# PROMPT
After reading the data below, copy out every line that contains the word "lane".

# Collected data
※ ※ ※

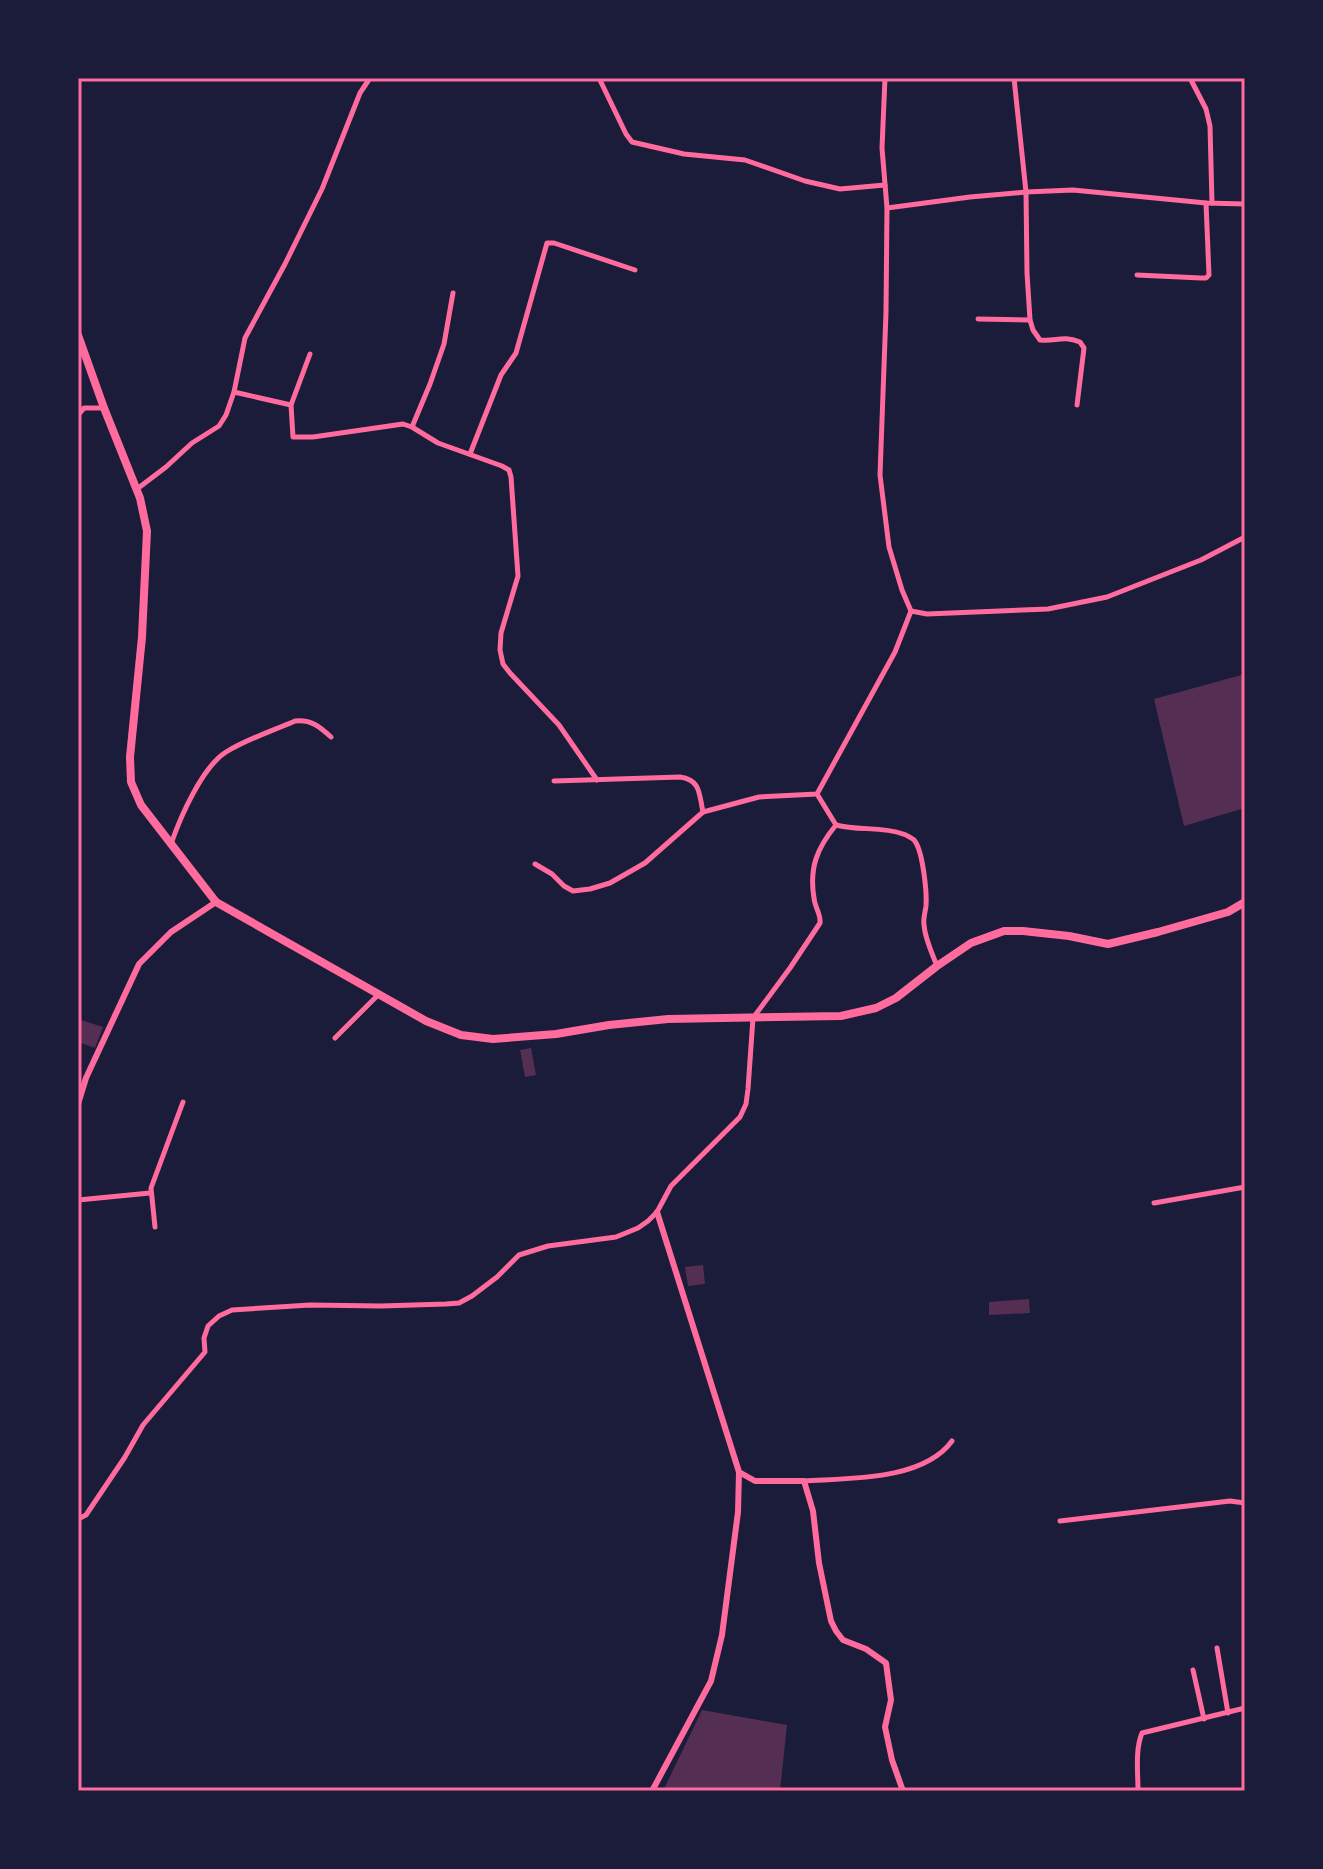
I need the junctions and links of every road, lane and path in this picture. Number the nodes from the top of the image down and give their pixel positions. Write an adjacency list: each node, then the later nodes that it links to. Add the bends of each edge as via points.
1 (370, 78): 20 (street, via 316,202 245,338)
2 (396, 78): 3 (street)
3 (404, 78)
4 (599, 78): 8 (street, via 632,142 745,160 845,190)
5 (885, 78): 8 (street)
6 (1014, 78): 9 (street)
7 (1190, 78): 10 (street, via 1210,126)
8 (885, 185): 12 (street)
9 (1026, 192): 10 (street, via 1073,190); 12 (street); 17 (street)
10 (1209, 203): 11 (street); 14 (street, via 1209,275)
11 (1245, 204)
12 (887, 208): 29 (street, via 880,475 889,547)
13 (635, 270): 26 (street, via 547,243 516,353 501,375)
14 (1137, 275)
15 (453, 293): 25 (street, via 444,344)
16 (978, 319): 17 (street)
17 (1030, 320): 22 (street, via 1040,340 1061,337 1084,348)
18 (78, 335): 23 (highway)
19 (310, 354): 21 (street)
20 (234, 392): 21 (street); 27 (street, via 219,426)
21 (291, 405): 25 (street, via 293,437)
22 (1077, 405)
23 (104, 408): 24 (street, via 84,408); 27 (highway)
24 (78, 415)
25 (412, 427): 26 (street)
26 (470, 454): 31 (street, via 502,466 511,477 518,576 501,633 500,657 559,725)
27 (137, 489): 36 (highway, via 147,531 131,782)
28 (1245, 537): 29 (street, via 1107,597 1048,609)
29 (911, 611): 33 (street, via 895,652)
30 (331, 737): 36 (street, via 317,725 295,721 224,753 211,765)
31 (597, 780): 32 (street); 34 (street, via 691,778)
32 (554, 781)
33 (817, 794): 34 (street, via 759,797); 35 (street)
34 (703, 812): 37 (street, via 645,863 610,883 573,891)
35 (836, 825): 40 (street, via 905,834 915,841 926,904 925,936); 42 (street, via 814,864 813,895 820,923)
36 (170, 845): 38 (highway)
37 (535, 864)
38 (216, 902): 41 (highway); 45 (street, via 171,932 139,964)
39 (1245, 902): 40 (highway, via 1228,912 1108,944 1004,931 971,943)
40 (937, 966): 42 (highway, via 876,1008 841,1016)
41 (379, 994): 42 (highway, via 461,1035 493,1039 668,1019); 43 (street)
42 (753, 1018): 50 (street, via 748,1089 740,1117 671,1186)
43 (335, 1038)
44 (183, 1102): 47 (street)
45 (78, 1104)
46 (1245, 1187): 49 (street)
47 (150, 1193): 48 (street); 51 (street)
48 (78, 1200)
49 (1154, 1203)
50 (657, 1212): 53 (street); 56 (street, via 616,1237 519,1255 459,1303 310,1305 232,1310 219,1316 208,1326 205,1352 143,1425 86,1515)
51 (155, 1227)
52 (952, 1441): 54 (street, via 921,1466)
53 (739, 1472): 54 (street, via 755,1481); 65 (street, via 722,1635 711,1681)
54 (804, 1481): 66 (street, via 831,1621 843,1640 886,1663 891,1700 885,1727)
55 (1245, 1503): 57 (street)
56 (78, 1519)
57 (1060, 1521)
58 (1217, 1648): 61 (street)
59 (1193, 1670): 62 (street)
60 (1245, 1708): 61 (street)
61 (1228, 1713): 62 (street)
62 (1204, 1719): 67 (street, via 1142,1733)
63 (596, 1791): 64 (street)
64 (612, 1791)
65 (652, 1791)
66 (903, 1791)
67 (1138, 1791)

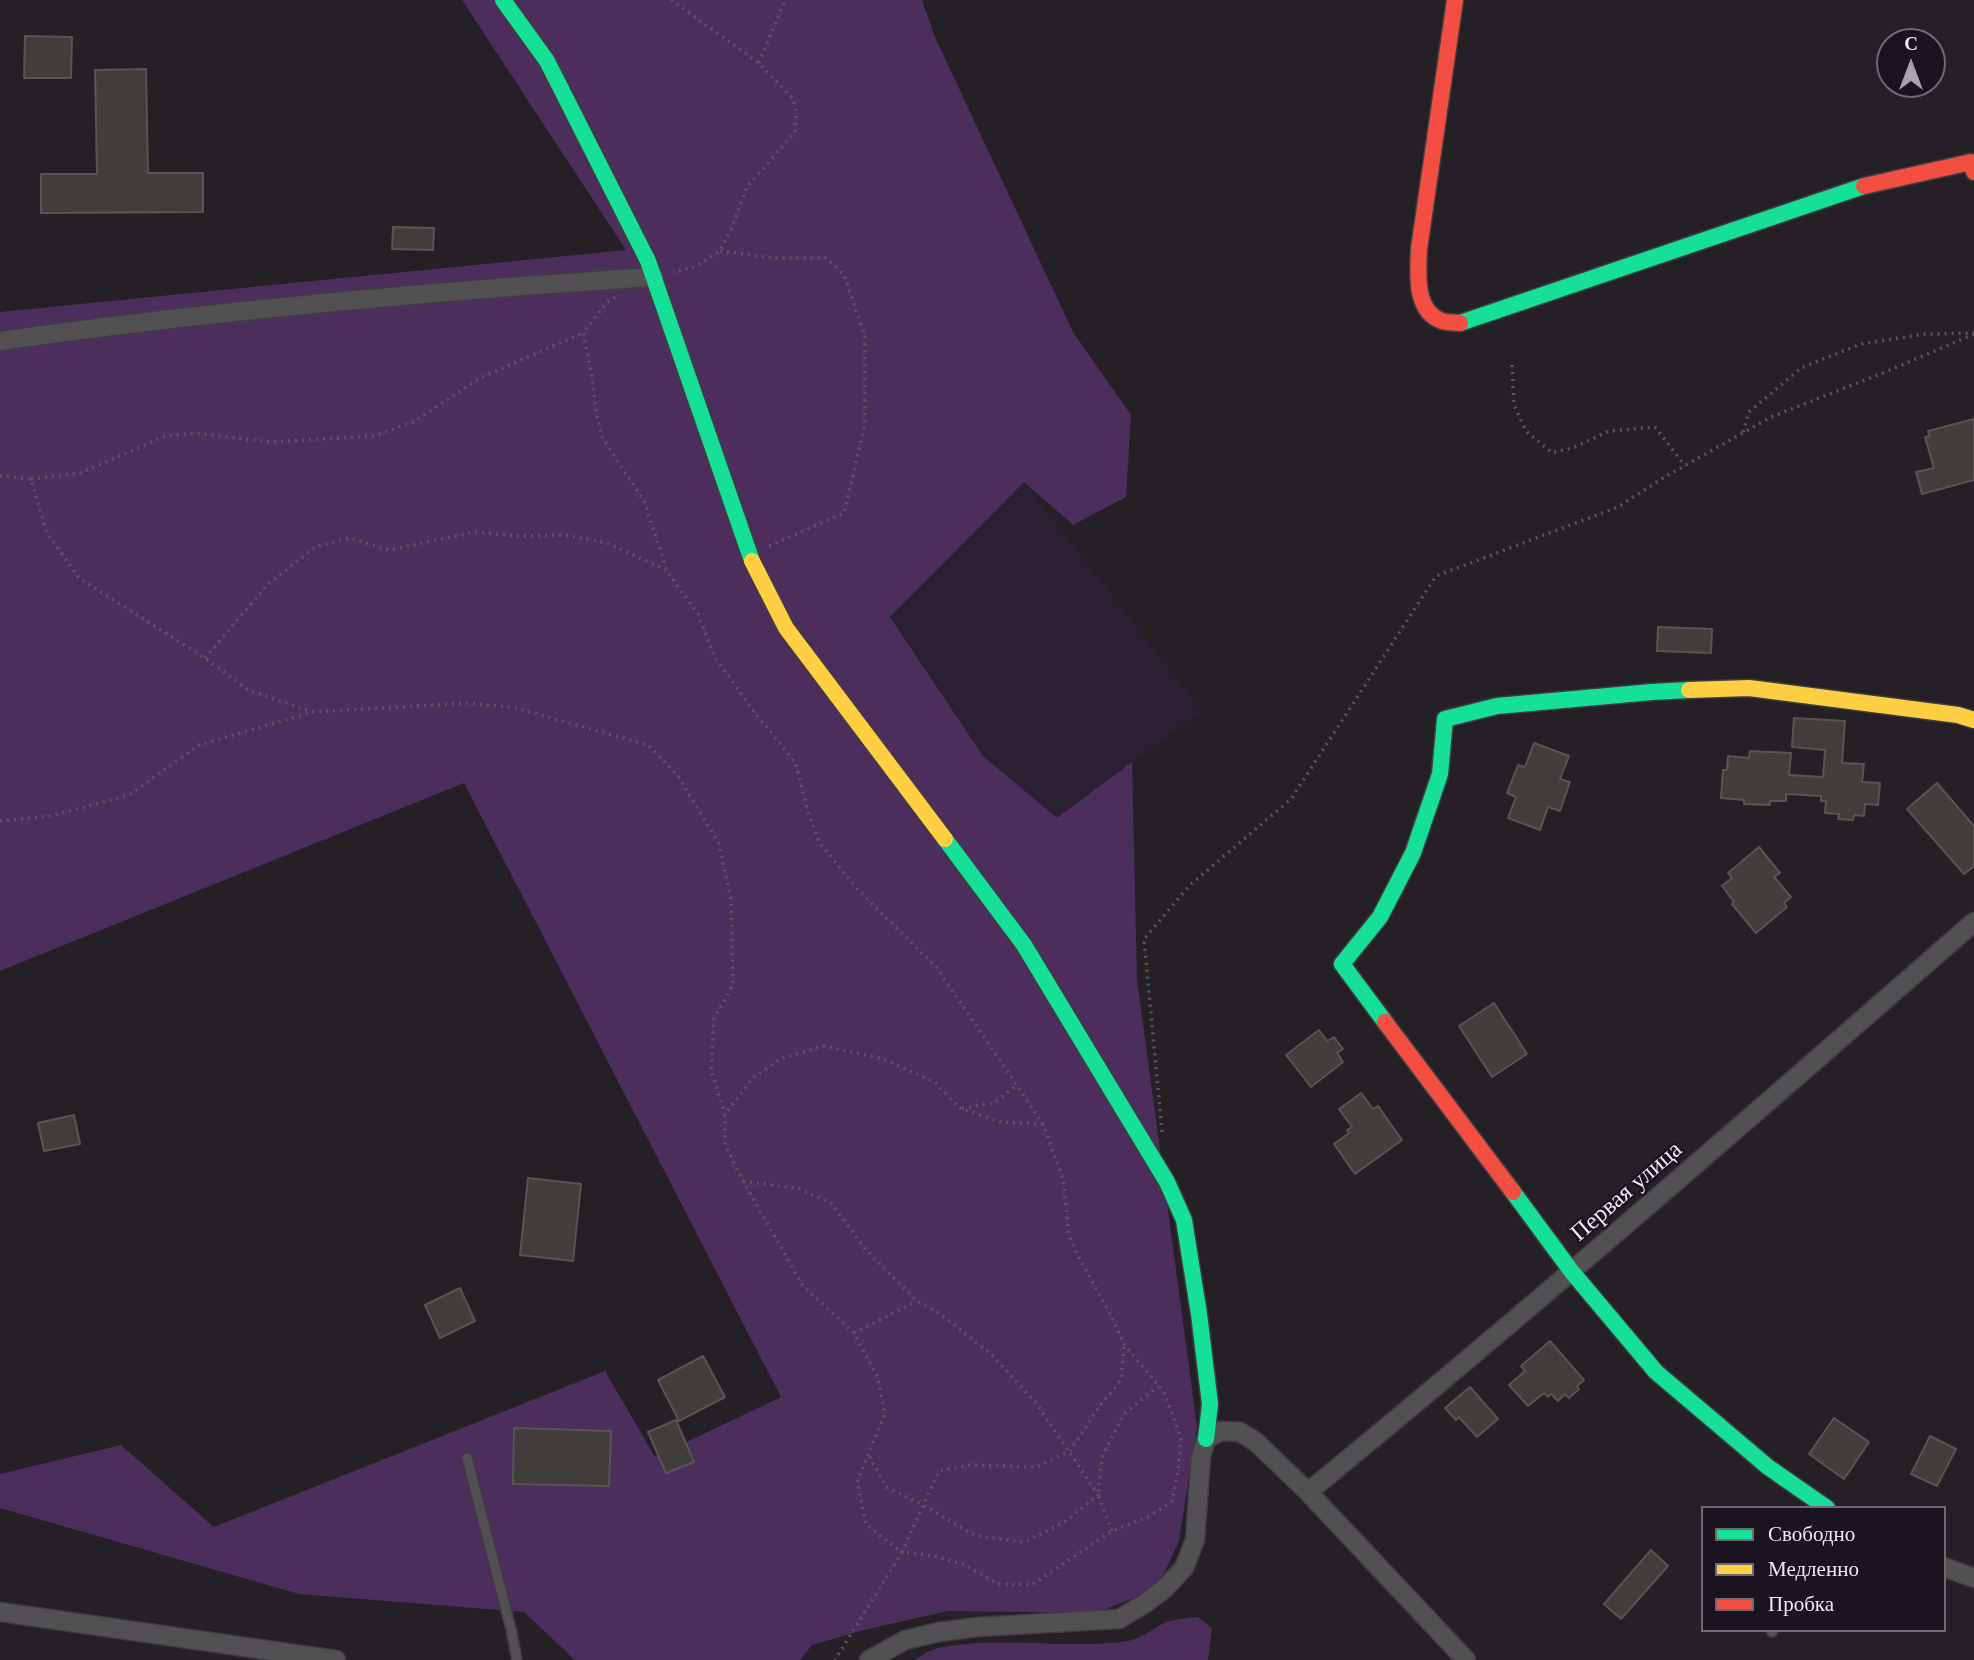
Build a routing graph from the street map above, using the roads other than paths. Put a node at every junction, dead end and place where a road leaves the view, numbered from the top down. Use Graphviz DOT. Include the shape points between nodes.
graph roads {
  1 [pos="503,0"];
  2 [pos="1455,0"];
  3 [pos="1974,172"];
  4 [pos="653,277"];
  5 [pos="0,341"];
  6 [pos="1974,720"];
  7 [pos="1974,922"];
  8 [pos="1572,1272"];
  9 [pos="1206,1439"];
  10 [pos="467,1458"];
  11 [pos="1308,1492"];
  12 [pos="1824,1506"];
  13 [pos="1946,1568"];
  14 [pos="1974,1578"];
  15 [pos="1,1613"];
  16 [pos="326,1659"];
  17 [pos="517,1660"];
  18 [pos="869,1660"];
  19 [pos="1466,1660"];
  1 -- 4 [label="street" via="547,61"];
  2 -- 3 [label="street" via="1419,249 1418,287 1429,312 1441,321 1461,323 1859,187 1971,162"];
  4 -- 5 [label="street" via="313,303"];
  4 -- 9 [label="street" via="749,555 786,628 1024,945 1167,1182 1184,1220 1199,1314 1210,1404"];
  6 -- 8 [label="street" via="1749,688 1497,706 1445,719 1440,774 1413,853 1380,918 1342,964"];
  7 -- 8 [label="street, Первая улица"];
  8 -- 11 [label="street, Первая улица"];
  8 -- 12 [label="street" via="1656,1372 1768,1467"];
  9 -- 11 [label="street" via="1220,1431 1240,1432"];
  9 -- 18 [label="street" via="1200,1456 1195,1541 1184,1568 1144,1605 1119,1619 939,1632 905,1640"];
  10 -- 17 [label="lane"];
  11 -- 19 [label="street"];
  13 -- 14 [label="street"];
  15 -- 16 [label="street"];
}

※ ※ ※

# OUTPUT FOR THIS TASK
I need the junctions and links of every road, lane and path in this picture. Number the nodes from the top of the image down and give their pixel positions. Write an adjacency list: each node, then the later nodes that it links to. Add the bends of each edge as via points.
  10 -- 17 [label="lane"];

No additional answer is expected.